Realmente, cuando pensé en ello mientras subíamos por las estribaciones de las montañas Vingaard, no logré recordar con claridad si era Alfric quien arrebañaba los nabos del plato de Brithelm para engullirlos cuando padre no miraba. También acudieron a mi memoria otras escenas: por ejemplo, un perro debajo de la mesa, o una arruga en el dobladillo de la túnica de Brithelm, donde a padre nunca se le ocurrió buscar los tubérculos desaparecidos. Mis recuerdos no eran muy claros, ya que por aquel entonces yo no contaba más de tres o cuatro años de edad, y no me preocupaban las cosas que no me concernían directamente.
Era ahora, cuando el hecho había alcanzado cierta importancia, que la memoria parecía farfullar y me fallaba. Me recosté en la silla y me dije que todo eso, los nabos y las peleas de niños, eran cosas de poca importancia. Convenía, pues, quitármelas de la cabeza.
Pero no podía. Y en aquel largo y encantado mediodía, cuando abandonamos la vegetación para internarnos en los desnudos y pedregosos caminos de las montañas Vingaard, repasé en mi mente toda mi forma de actuar, preguntándome si un hábil golpe de espada o una orden más experta, la elección de una senda distinta o, incluso, el haber prestado menos atención a las visiones aparecidas en mis piedras, me habrían permitido conservar junto a mí a mi hermano, con todos sus defectos y sus violencias y promesas.
Solía yo afirmar que uno puede ver venir un milagro desde kilómetros de distancia, con sólo prestar suficiente atención. Pero que no es posible si la mente está ocupada en otras cosas. Es entonces cuando uno se deprime y ensimisma, siguiendo la dirección que marca la propia nariz, hasta que algo más evidente que la atención o la lógica o el sentido común surge delante de uno.
Encontré a Shardos en un paso de montaña que conducía al lugar del antiguo campamento de Brithelm. Mis amigos se habían rezagado expresamente, con la generosa intención de dejarme solo con el recuerdo de mi hermano, de modo que
Lily
y yo nos hallábamos aislados del resto del grupo cuando el sendero se estrechó entre rocalla y escarpadas paredes veteadas de granito rosa. Al doblar una esquina, perdí de vista a mis compañeros. Hasta el alboroto que Ramiro solía armar con sus voceos y fanfarronadas, y que durante la mañana había aumentado de volumen dada su intención de darme ánimos, se redujo a un lejano susurro cuando
Lily
agrandó la distancia entre nosotros y sus débiles manifestaciones de consuelo.
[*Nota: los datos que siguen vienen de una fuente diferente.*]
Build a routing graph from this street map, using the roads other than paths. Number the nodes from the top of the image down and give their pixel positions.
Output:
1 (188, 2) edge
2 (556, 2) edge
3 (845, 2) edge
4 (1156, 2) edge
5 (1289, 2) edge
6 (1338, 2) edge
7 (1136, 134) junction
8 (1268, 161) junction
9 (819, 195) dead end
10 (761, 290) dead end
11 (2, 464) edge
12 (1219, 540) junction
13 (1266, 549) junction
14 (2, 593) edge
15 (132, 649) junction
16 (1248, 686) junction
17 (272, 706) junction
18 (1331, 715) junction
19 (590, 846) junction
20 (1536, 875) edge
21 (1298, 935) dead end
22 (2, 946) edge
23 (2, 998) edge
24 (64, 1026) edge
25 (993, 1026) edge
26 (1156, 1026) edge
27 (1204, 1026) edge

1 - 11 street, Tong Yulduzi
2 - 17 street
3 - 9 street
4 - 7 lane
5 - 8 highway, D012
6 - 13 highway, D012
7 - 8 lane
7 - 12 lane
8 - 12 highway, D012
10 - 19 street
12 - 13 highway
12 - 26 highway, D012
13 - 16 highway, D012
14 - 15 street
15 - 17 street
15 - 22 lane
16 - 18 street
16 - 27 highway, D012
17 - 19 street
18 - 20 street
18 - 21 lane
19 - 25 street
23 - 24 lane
Se hizo un silencio que engendraba sospechas.
Al fin y al cabo, la conversación oída a mis espaldas había tratado de bandidos. ¿Y acaso no era cierto que los bandidos preferían un angosto paso para sus fechorías, arrojando flechas y piedras y los cráneos de sus anteriores víctimas sobre la persona desprevenida?
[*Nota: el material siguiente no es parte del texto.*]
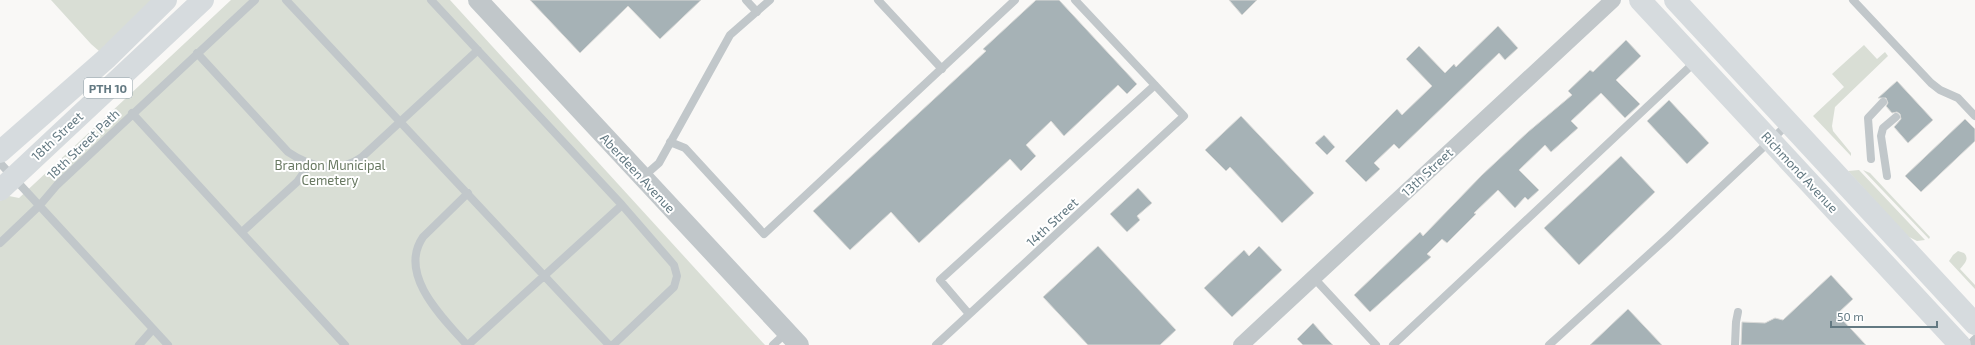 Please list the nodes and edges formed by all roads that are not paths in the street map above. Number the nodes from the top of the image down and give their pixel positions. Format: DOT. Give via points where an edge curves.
graph roads {
  1 [pos="166,0"];
  2 [pos="203,0"];
  3 [pos="255,0"];
  4 [pos="286,0"];
  5 [pos="431,0"];
  6 [pos="478,0"];
  7 [pos="746,0"];
  8 [pos="770,0"];
  9 [pos="878,0"];
  10 [pos="1015,0"];
  11 [pos="1075,0"];
  12 [pos="1613,0"];
  13 [pos="1640,0"];
  14 [pos="1675,0"];
  15 [pos="1853,0"];
  16 [pos="757,12"];
  17 [pos="478,50"];
  18 [pos="197,53"];
  19 [pos="1696,61"];
  20 [pos="942,69"];
  21 [pos="1155,85"];
  22 [pos="1882,102"];
  23 [pos="132,113"];
  24 [pos="1975,116"];
  25 [pos="1896,117"];
  26 [pos="401,121"];
  27 [pos="1790,122"];
  28 [pos="1770,140"];
  29 [pos="670,142"];
  30 [pos="0,152"];
  31 [pos="1871,159"];
  32 [pos="310,164"];
  33 [pos="5,176"];
  34 [pos="1887,176"];
  35 [pos="643,178"];
  36 [pos="468,193"];
  37 [pos="40,205"];
  38 [pos="622,205"];
  39 [pos="242,232"];
  40 [pos="0,243"];
  41 [pos="1910,272"];
  42 [pos="544,276"];
  43 [pos="1313,277"];
  44 [pos="1738,312"];
  45 [pos="970,314"];
  46 [pos="1975,324"];
  47 [pos="153,329"];
  48 [pos="1975,339"];
  49 [pos="786,341"];
  50 [pos="139,345"];
  51 [pos="168,345"];
  52 [pos="345,345"];
  53 [pos="468,345"];
  54 [pos="609,345"];
  55 [pos="613,345"];
  56 [pos="936,345"];
  57 [pos="1241,345"];
  58 [pos="1376,345"];
  59 [pos="1394,345"];
  60 [pos="1549,345"];
  61 [pos="1735,345"];
  62 [pos="1960,345"];
  63 [pos="1969,345"];
  1 -- 30 [label="main road, 18th Street / PTH 10" via="107,58"];
  2 -- 33 [label="main road, 18th Street / PTH 10"];
  3 -- 18 [label="lane, 18th Street Path"];
  4 -- 26 [label="lane"];
  5 -- 17 [label="lane"];
  6 -- 35 [label="street, Aberdeen Avenue"];
  7 -- 16 [label="lane"];
  8 -- 16 [label="lane"];
  9 -- 20 [label="lane"];
  10 -- 20 [label="lane"];
  11 -- 21 [label="lane"];
  12 -- 43 [label="street, 13th Street"];
  13 -- 19 [label="main road, Richmond Avenue"];
  14 -- 27 [label="main road, Richmond Avenue"];
  15 -- 24 [label="lane" via="1931,83 1958,98"];
  16 -- 29 [label="lane" via="730,35"];
  17 -- 26 [label="lane"];
  17 -- 38 [label="lane"];
  18 -- 23 [label="lane, 18th Street Path"];
  18 -- 32 [label="lane" via="280,145"];
  19 -- 28 [label="main road, Richmond Avenue"];
  19 -- 59 [label="lane"];
  20 -- 29 [label="lane" via="764,234 685,148"];
  21 -- 45 [label="lane, 14th Street" via="1184,116"];
  21 -- 45 [label="lane" via="940,280"];
  22 -- 31 [label="lane" via="1868,118"];
  23 -- 37 [label="lane, 18th Street Path" via="57,185"];
  23 -- 39 [label="lane"];
  25 -- 34 [label="lane" via="1883,128 1881,136"];
  26 -- 32 [label="lane" via="355,161 336,167"];
  26 -- 36 [label="lane"];
  27 -- 28 [label="lane"];
  27 -- 41 [label="main road, Richmond Avenue"];
  28 -- 41 [label="main road, Richmond Avenue"];
  28 -- 60 [label="lane"];
  29 -- 35 [label="lane" via="658,163"];
  32 -- 39 [label="lane" via="297,182"];
  33 -- 37 [label="lane"];
  35 -- 49 [label="street, Aberdeen Avenue"];
  36 -- 42 [label="lane"];
  36 -- 53 [label="lane" via="423,237 416,253 419,277 428,300"];
  37 -- 40 [label="lane, 18th Street Path"];
  37 -- 47 [label="lane"];
  38 -- 42 [label="lane"];
  38 -- 55 [label="lane" via="671,259 676,276 674,287"];
  39 -- 52 [label="lane"];
  41 -- 46 [label="main road, Richmond Avenue"];
  41 -- 62 [label="main road, Richmond Avenue"];
  42 -- 53 [label="lane"];
  42 -- 54 [label="lane"];
  43 -- 57 [label="street, 13th Street"];
  43 -- 58 [label="lane"];
  44 -- 61 [label="lane"];
  45 -- 56 [label="lane, 14th Street"];
  47 -- 50 [label="lane"];
  47 -- 51 [label="lane"];
  48 -- 63 [label="lane"];
}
Cayó el primer objeto, procedente de algún punto escondido más arriba, y estalló en mil astillas entre la grava y la arena que la yegua pisaba, con lo que los fragmentos salieron disparados en todas direcciones. Yo lance un grito y desenvainé mi espada, esperando ver un ejército de asesinos nerakans que hubiesen elegido ese momento y sitio para probar su más cruel y sanguinario plan de emboscada.
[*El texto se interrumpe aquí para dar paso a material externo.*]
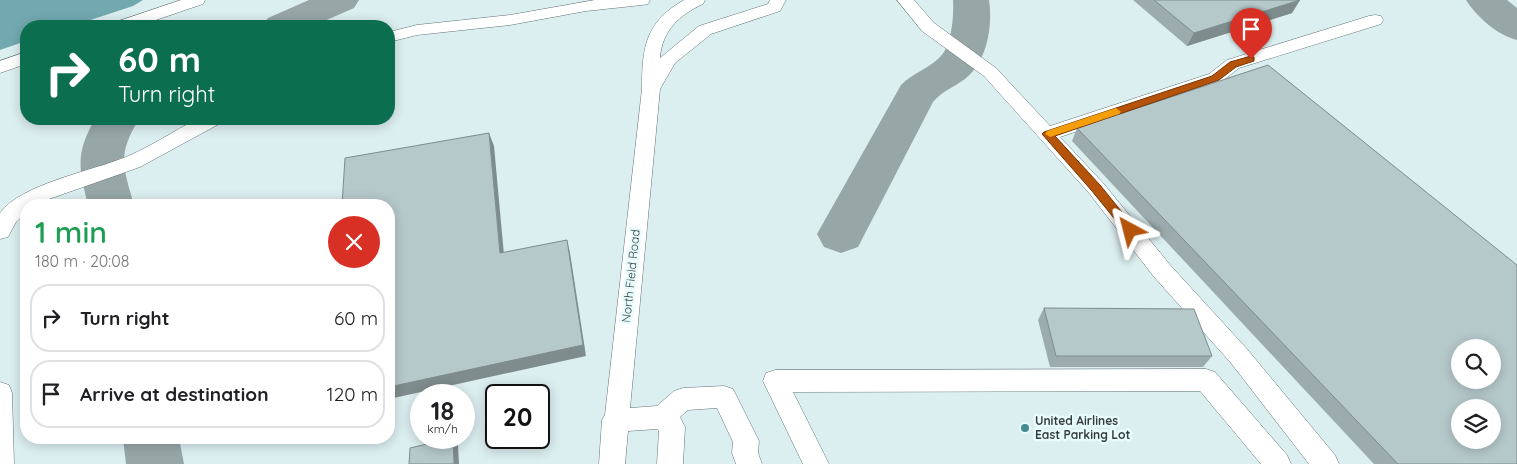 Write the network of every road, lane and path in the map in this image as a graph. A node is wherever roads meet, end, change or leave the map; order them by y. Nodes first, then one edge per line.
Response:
1 (197, 0) edge
2 (642, 0) edge
3 (697, 0) edge
4 (905, 0) edge
5 (780, 2) edge
6 (139, 20) edge
7 (1375, 20) dead end
8 (395, 36) edge
9 (20, 60) edge
10 (0, 67) edge
11 (651, 89) junction
12 (201, 125) edge
13 (1047, 134) junction
14 (33, 199) edge
15 (20, 207) edge
16 (0, 231) edge
17 (0, 393) edge
18 (662, 417) junction
19 (616, 420) junction
20 (1, 464) edge
21 (612, 464) edge
22 (670, 464) edge
23 (749, 464) edge
24 (816, 464) edge
25 (1278, 464) edge
26 (1326, 464) edge

1 - 6 street
2 - 8 street
3 - 11 street, North Field Road
4 - 13 street
5 - 11 street, North Field Road
7 - 13 street
9 - 10 street
11 - 19 street, North Field Road
12 - 14 street
13 - 26 street
15 - 16 street
17 - 20 street
18 - 19 street
18 - 22 street
18 - 23 street
19 - 21 street, North Field Road
24 - 25 street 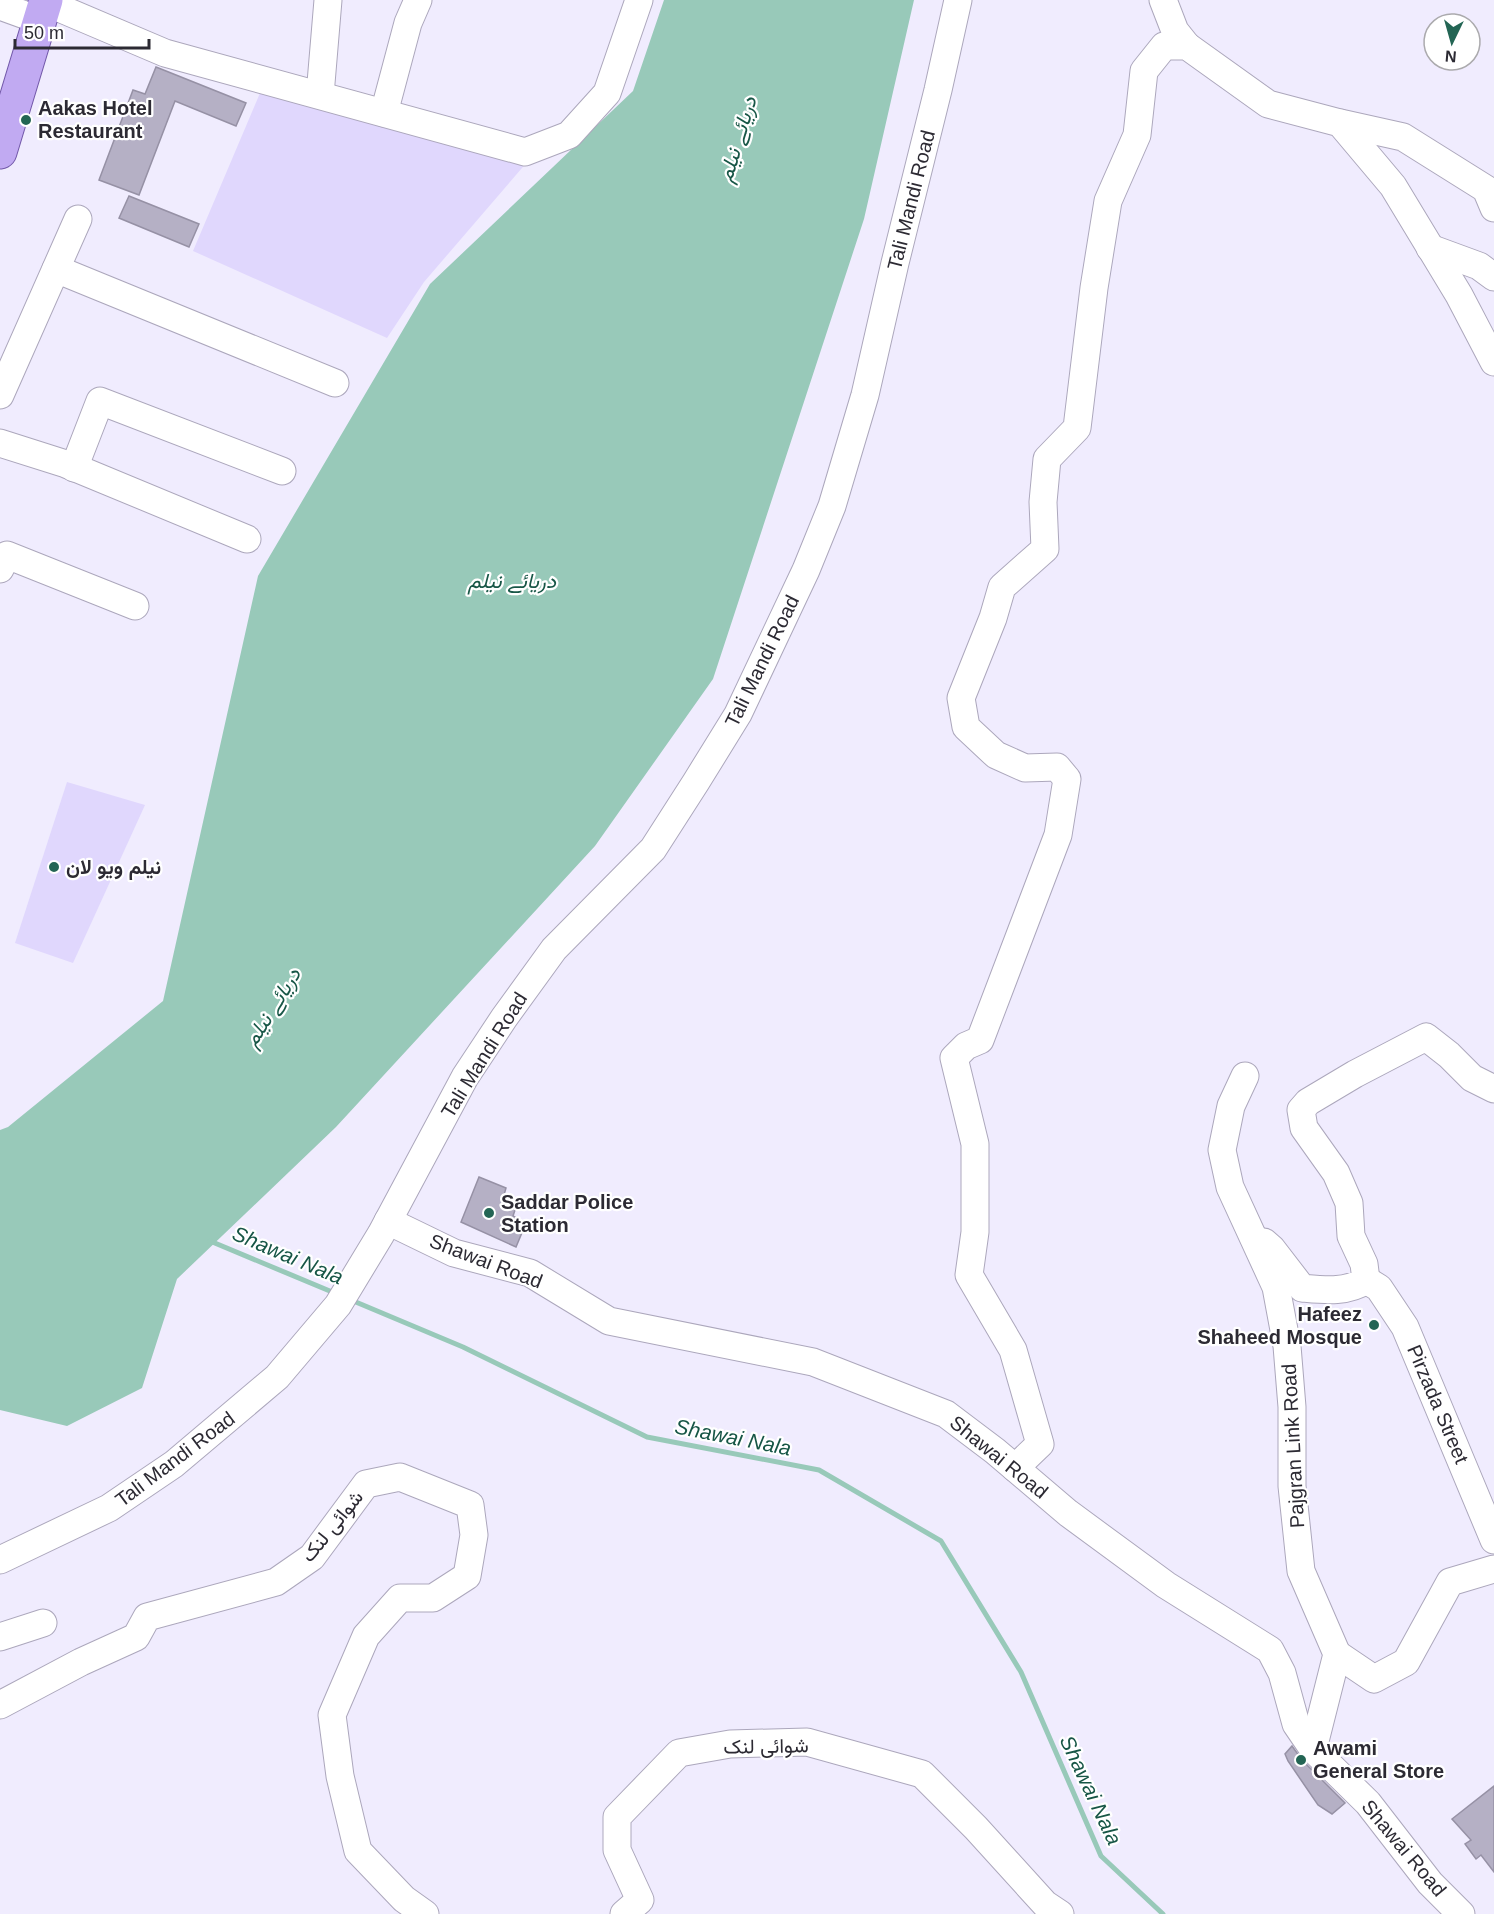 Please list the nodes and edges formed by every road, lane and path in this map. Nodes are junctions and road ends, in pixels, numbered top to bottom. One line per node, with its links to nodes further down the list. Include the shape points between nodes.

El paso era demasiado estrecho para hacer dar la vuelta a mi montura.
Lily
soltó un resoplido y me arrancó las riendas de la mano con un fuerte tirón de cabeza. Desde la altura me llegó entonces un gruñido. En medio de mis imaginaciones de bestias salvajes y de unos amos todavía más salvajes, llenos de criminales ansias, apareció encima de una pared de roca la inesperada silueta del juglar. A su lado había agachado un perro de erizados pelos.
—¡Quieto,
Birgis! —
calmó el hombre al animal—. Es sólo un muchacho, y no enemigo.
El perro se echó a sus pies, dejando de gruñir. Yo volví a respirar tranquilo y me enderecé en mis estribos para resultar lo más caballeroso y ofendido posible.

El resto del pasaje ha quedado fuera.